- Work task
Which lines in the records below contain the word "street"? Return each of them.

___ Entries shown ___

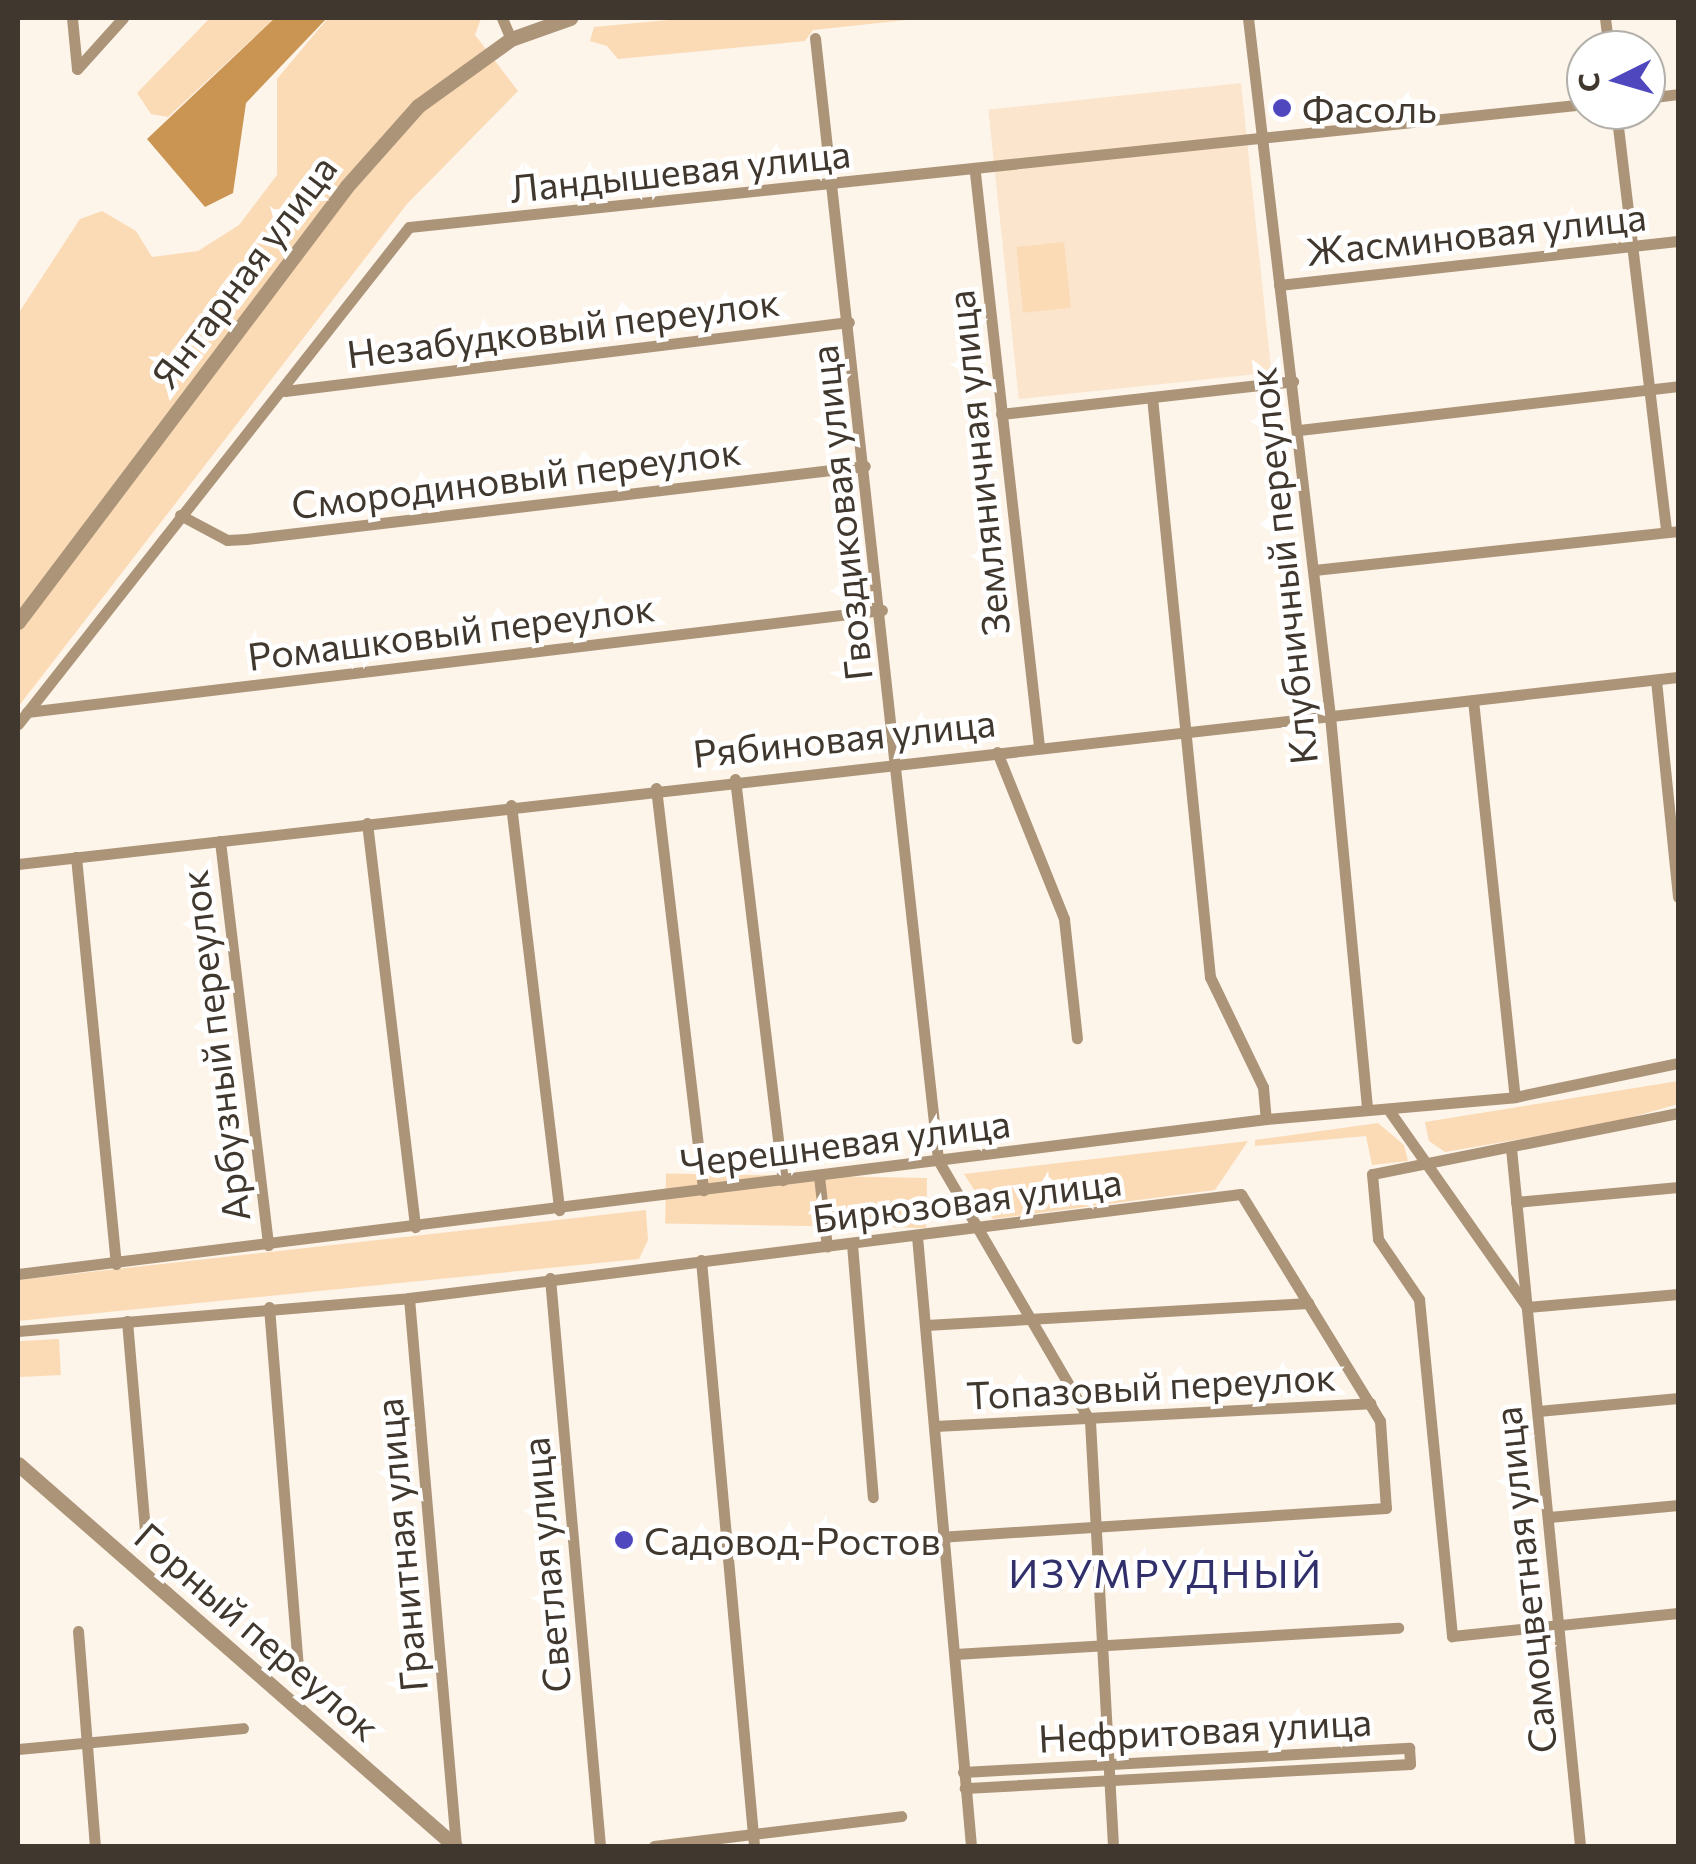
<!DOCTYPE html>
<meta charset="utf-8">
<style>
body{margin:0}
#map{position:relative;width:1696px;height:1864px;overflow:hidden;background:#fdf4ea;font-family:Commissioner,sans-serif}
div>[style]{position:absolute}
.built>*{inset:0;background:#fbe5cc;transform-origin:0 0}
.green>*{inset:0;background:#fbdbb6;transform-origin:0 0}
.water>*{inset:0;background:#ca9452}
.minor>*{height:11px;margin:-5.5px;padding:0 5.5px;transform-origin:5.5px;border-radius:5.5px;background:#ac9479}
.tertiary>*{height:15px;margin:-7.5px;padding:0 7.5px;transform-origin:7.5px;border-radius:7.5px;background:#ac9479}
.dots>*{width:28px;height:28px;translate:-50% -50%;box-sizing:border-box;border:5px solid #fff;border-radius:50%}
span{translate:-50% -50%;white-space:nowrap;text-align:center;line-height:1.15;-webkit-text-stroke:9px #fff;paint-order:stroke}
.poi-label{font-size:38px;color:#40382e}
.left{translate:0 -50%;text-align:left}
.street-label{font-size:38px;color:#40382e}
.neighbourhood-label{font-size:40px;color:#31306b;letter-spacing:2.5px}
.frame{position:absolute;inset:0;border:20px solid #40382e;pointer-events:none}
.north{position:absolute;left:1566px;top:30px;width:100px;height:100px;box-sizing:border-box;background:#fff;border:2px solid #b3afab;border-radius:50%;rotate:265deg;font-size:28px;font-weight:700;line-height:40px;text-align:center;color:#40382e}
.north::after{content:'';display:block;margin:auto;width:35px;height:45px;background:#4f47be;clip-path:polygon(50% 0,100% 100%,50% 72%,0 100%)}
</style>
<div id="map">
<div class="built">
<i style="left:1241px;top:83px;width:291px;height:254px;rotate:84deg"></i>
</div>
<div class="green">
<i style="clip-path:polygon(210px 18px,275px 18px,168px 117px,151px 114px,137px 93px)"></i>
<i style="clip-path:polygon(328px 18px,481px 18px,475px 35px,518px 91px,407px 204px,18px 707px,18px 314px,80px 219px,102px 211px,136px 231px,152px 257px,198px 251px,239px 225px,277px 175px,277px 79px)"></i>
<i style="clip-path:polygon(689px 18px,925px 18px,813px 30px,805px 41px,618px 59px,607px 46px,590px 41px,594px 27px)"></i>
<i style="left:1064px;top:242px;width:66px;height:48px;rotate:84deg"></i>
<i style="clip-path:polygon(1678px 1081px,1678px 1104px,1608px 1124px,1445px 1152px,1429px 1141px,1425px 1122px)"></i>
<i style="clip-path:polygon(1378px 1123px,1404px 1145px,1408px 1161px,1372px 1165px,1366px 1136px,1255px 1146px,1255px 1140px)"></i>
<i style="clip-path:polygon(1248px 1141px,1215px 1190px,993px 1219px,964px 1174px)"></i>
<i style="left:927px;top:1178px;width:50px;height:261px;rotate:91deg"></i>
<i style="clip-path:polygon(646px 1210px,648px 1240px,639px 1259px,18px 1321px,18px 1280px)"></i>
<i style="left:59px;top:1339px;width:36px;height:41px;rotate:87deg"></i>
</div>
<div class="water">
<i style="clip-path:polygon(275px 18px,327px 18px,246px 103px,233px 193px,205px 207px,147px 139px)"></i>
</div>
<div class="minor">
<i style="left:72px;top:18px;width:51px;rotate:84.4deg"></i>
<i style="left:502px;top:18px;width:23px;rotate:67deg"></i>
<i style="left:1248px;top:18px;width:703px;rotate:83.3deg"></i>
<i style="left:1330px;top:716px;width:395px;rotate:84.6deg"></i>
<i style="left:1605px;top:18px;width:32px;rotate:83deg"></i>
<i style="left:815px;top:38px;width:1129px;rotate:83.74deg"></i>
<i style="left:938px;top:1160px;width:302px;rotate:59.8deg"></i>
<i style="left:1090px;top:1421px;width:426px;rotate:86.9deg"></i>
<i style="left:77px;top:69px;width:69px;rotate:-48deg"></i>
<i style="left:1646px;top:98px;width:32px;rotate:-7deg"></i>
<i style="left:1616px;top:110px;width:425px;rotate:83.2deg"></i>
<i style="left:975px;top:173px;width:577px;rotate:83.63deg"></i>
<i style="left:1279px;top:285px;width:401px;rotate:-6.3deg"></i>
<i style="left:285px;top:391px;width:568px;rotate:-6.97deg"></i>
<i style="left:1152px;top:397px;width:583px;rotate:84.29deg"></i>
<i style="left:1210px;top:977px;width:122px;rotate:64.3deg"></i>
<i style="left:1263px;top:1087px;width:32px;rotate:85deg"></i>
<i style="left:1001px;top:414px;width:294px;rotate:-6.4deg"></i>
<i style="left:1299px;top:430px;width:382px;rotate:-6.6deg"></i>
<i style="left:180px;top:515px;width:53px;rotate:28deg"></i>
<i style="left:227px;top:540px;width:19px;rotate:-3deg"></i>
<i style="left:246px;top:539px;width:623px;rotate:-6.73deg"></i>
<i style="left:1314px;top:570px;width:366px;rotate:-6.1deg"></i>
<i style="left:1656px;top:680px;width:218px;rotate:84.2deg"></i>
<i style="left:1473px;top:700px;width:399px;rotate:84deg"></i>
<i style="left:27px;top:712px;width:861px;rotate:-6.8deg"></i>
<i style="left:18px;top:724px;width:632px;rotate:-51.81deg"></i>
<i style="left:409px;top:227px;width:1183px;rotate:-5.97deg"></i>
<i style="left:997px;top:752px;width:180px;rotate:68.1deg"></i>
<i style="left:1064px;top:919px;width:120px;rotate:83.8deg"></i>
<i style="left:735px;top:779px;width:404px;rotate:83.2deg"></i>
<i style="left:656px;top:788px;width:405px;rotate:83.3deg"></i>
<i style="left:511px;top:805px;width:408px;rotate:83.2deg"></i>
<i style="left:367px;top:823px;width:407px;rotate:83.2deg"></i>
<i style="left:220px;top:841px;width:407px;rotate:83.2deg"></i>
<i style="left:76px;top:857px;width:409px;rotate:84.4deg"></i>
<i style="left:18px;top:864px;width:1670px;rotate:-6.43deg"></i>
<i style="left:1388px;top:1109px;width:242px;rotate:54.9deg"></i>
<i style="left:1527px;top:1307px;width:152px;rotate:-4.9deg"></i>
<i style="left:1678px;top:1113px;width:312px;rotate:168.7deg"></i>
<i style="left:1372px;top:1174px;width:65px;rotate:84.7deg"></i>
<i style="left:1378px;top:1239px;width:73px;rotate:55.7deg"></i>
<i style="left:1419px;top:1299px;width:339px;rotate:84.4deg"></i>
<i style="left:1452px;top:1636px;width:227px;rotate:-5.8deg"></i>
<i style="left:1511px;top:1148px;width:701px;rotate:84.35deg"></i>
<i style="left:819px;top:1176px;width:71px;rotate:83.6deg"></i>
<i style="left:1516px;top:1202px;width:163px;rotate:-5.3deg"></i>
<i style="left:917px;top:1236px;width:612px;rotate:84.94deg"></i>
<i style="left:852px;top:1244px;width:254px;rotate:85.3deg"></i>
<i style="left:701px;top:1260px;width:588px;rotate:84.83deg"></i>
<i style="left:18px;top:1274px;width:1258px;rotate:-7.08deg"></i>
<i style="left:1266px;top:1119px;width:250px;rotate:-5deg"></i>
<i style="left:1515px;top:1097px;width:167px;rotate:-11.8deg"></i>
<i style="left:550px;top:1278px;width:570px;rotate:84.97deg"></i>
<i style="left:409px;top:1298px;width:550px;rotate:85.1deg"></i>
<i style="left:269px;top:1307px;width:360px;rotate:85.4deg"></i>
<i style="left:127px;top:1321px;width:210px;rotate:85.1deg"></i>
<i style="left:926px;top:1325px;width:383px;rotate:-3.3deg"></i>
<i style="left:18px;top:1331px;width:392px;rotate:-4.8deg"></i>
<i style="left:409px;top:1298px;width:838px;rotate:-7.13deg"></i>
<i style="left:1241px;top:1194px;width:266px;rotate:58.5deg"></i>
<i style="left:1380px;top:1421px;width:87px;rotate:86.1deg"></i>
<i style="left:1386px;top:1508px;width:444px;rotate:176.3deg"></i>
<i style="left:1538px;top:1411px;width:141px;rotate:-5.3deg"></i>
<i style="left:935px;top:1426px;width:436px;rotate:-3deg"></i>
<i style="left:1549px;top:1517px;width:130px;rotate:-5.3deg"></i>
<i style="left:78px;top:1631px;width:216px;rotate:85.5deg"></i>
<i style="left:955px;top:1654px;width:444px;rotate:-3.4deg"></i>
<i style="left:18px;top:1749px;width:226px;rotate:-5.3deg"></i>
<i style="left:963px;top:1772px;width:447px;rotate:-3.1deg"></i>
<i style="left:1409px;top:1748px;width:16px;rotate:86deg"></i>
<i style="left:1410px;top:1764px;width:446px;rotate:176.9deg"></i>
<i style="left:654px;top:1846px;width:249px;rotate:-6.9deg"></i>
</div>
<div class="tertiary">
<i style="left:18px;top:622px;width:546px;rotate:-52.96deg"></i>
<i style="left:347px;top:186px;width:107px;rotate:-48.4deg"></i>
<i style="left:418px;top:106px;width:115px;rotate:-35.8deg"></i>
<i style="left:511px;top:39px;width:63px;rotate:-19.6deg"></i>
<i style="left:18px;top:1464px;width:580px;rotate:41.16deg"></i>
</div>
<div class="dots">
<i style="left:1282px;top:108px;background:#4f47be"></i>
<i style="left:624px;top:1540px;background:#4f47be"></i>
</div>
<div class="poi-label">
<span class="left" style="left:1302px;top:108px">Фасоль</span>
<span class="left" style="left:644px;top:1540px">Садовод-Ростов</span>
</div>
<div class="street-label">
<span style="left:680px;top:170px;rotate:-6deg">Ландышевая улица</span>
<span style="left:1476px;top:233px;rotate:-6deg">Жасминовая улица</span>
<span style="left:243px;top:271px;rotate:-53deg">Янтарная улица</span>
<span style="left:563px;top:327px;rotate:-7deg">Незабудковый переулок</span>
<span style="left:977px;top:463px;rotate:-96deg">Земляничная улица</span>
<span style="left:516px;top:477px;rotate:-7deg">Смородиновый переулок</span>
<span style="left:840px;top:513px;rotate:-96deg">Гвоздиковая улица</span>
<span style="left:1282px;top:566px;rotate:-96deg">Клубничный переулок</span>
<span style="left:451px;top:631px;rotate:-7deg">Ромашковый переулок</span>
<span style="left:844px;top:737px;rotate:-6deg">Рябиновая улица</span>
<span style="left:214px;top:1046px;rotate:-97deg">Арбузный переулок</span>
<span style="left:845px;top:1142px;rotate:-7deg">Черешневая улица</span>
<span style="left:967px;top:1199px;rotate:-7deg">Бирюзовая улица</span>
<span style="left:1151px;top:1385px;rotate:-3deg">Топазовый переулок</span>
<span style="left:400px;top:1545px;rotate:-95deg">Гранитная улица</span>
<span style="left:545px;top:1565px;rotate:-95deg">Светлая улица</span>
<span style="left:1524px;top:1580px;rotate:-96deg">Самоцветная улица</span>
<span style="left:258px;top:1631px;rotate:41deg">Горный переулок</span>
<span style="left:1205px;top:1729px;rotate:-3deg">Нефритовая улица</span>
</div>
<div class="neighbourhood-label">
<span style="left:1166px;top:1572px">ИЗУМРУДНЫЙ</span>
</div>
<div class="frame"></div>
<div class="north">С</div>
</div>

___

- Output below
.street-label{font-size:38px;color:#40382e}
<div class="street-label">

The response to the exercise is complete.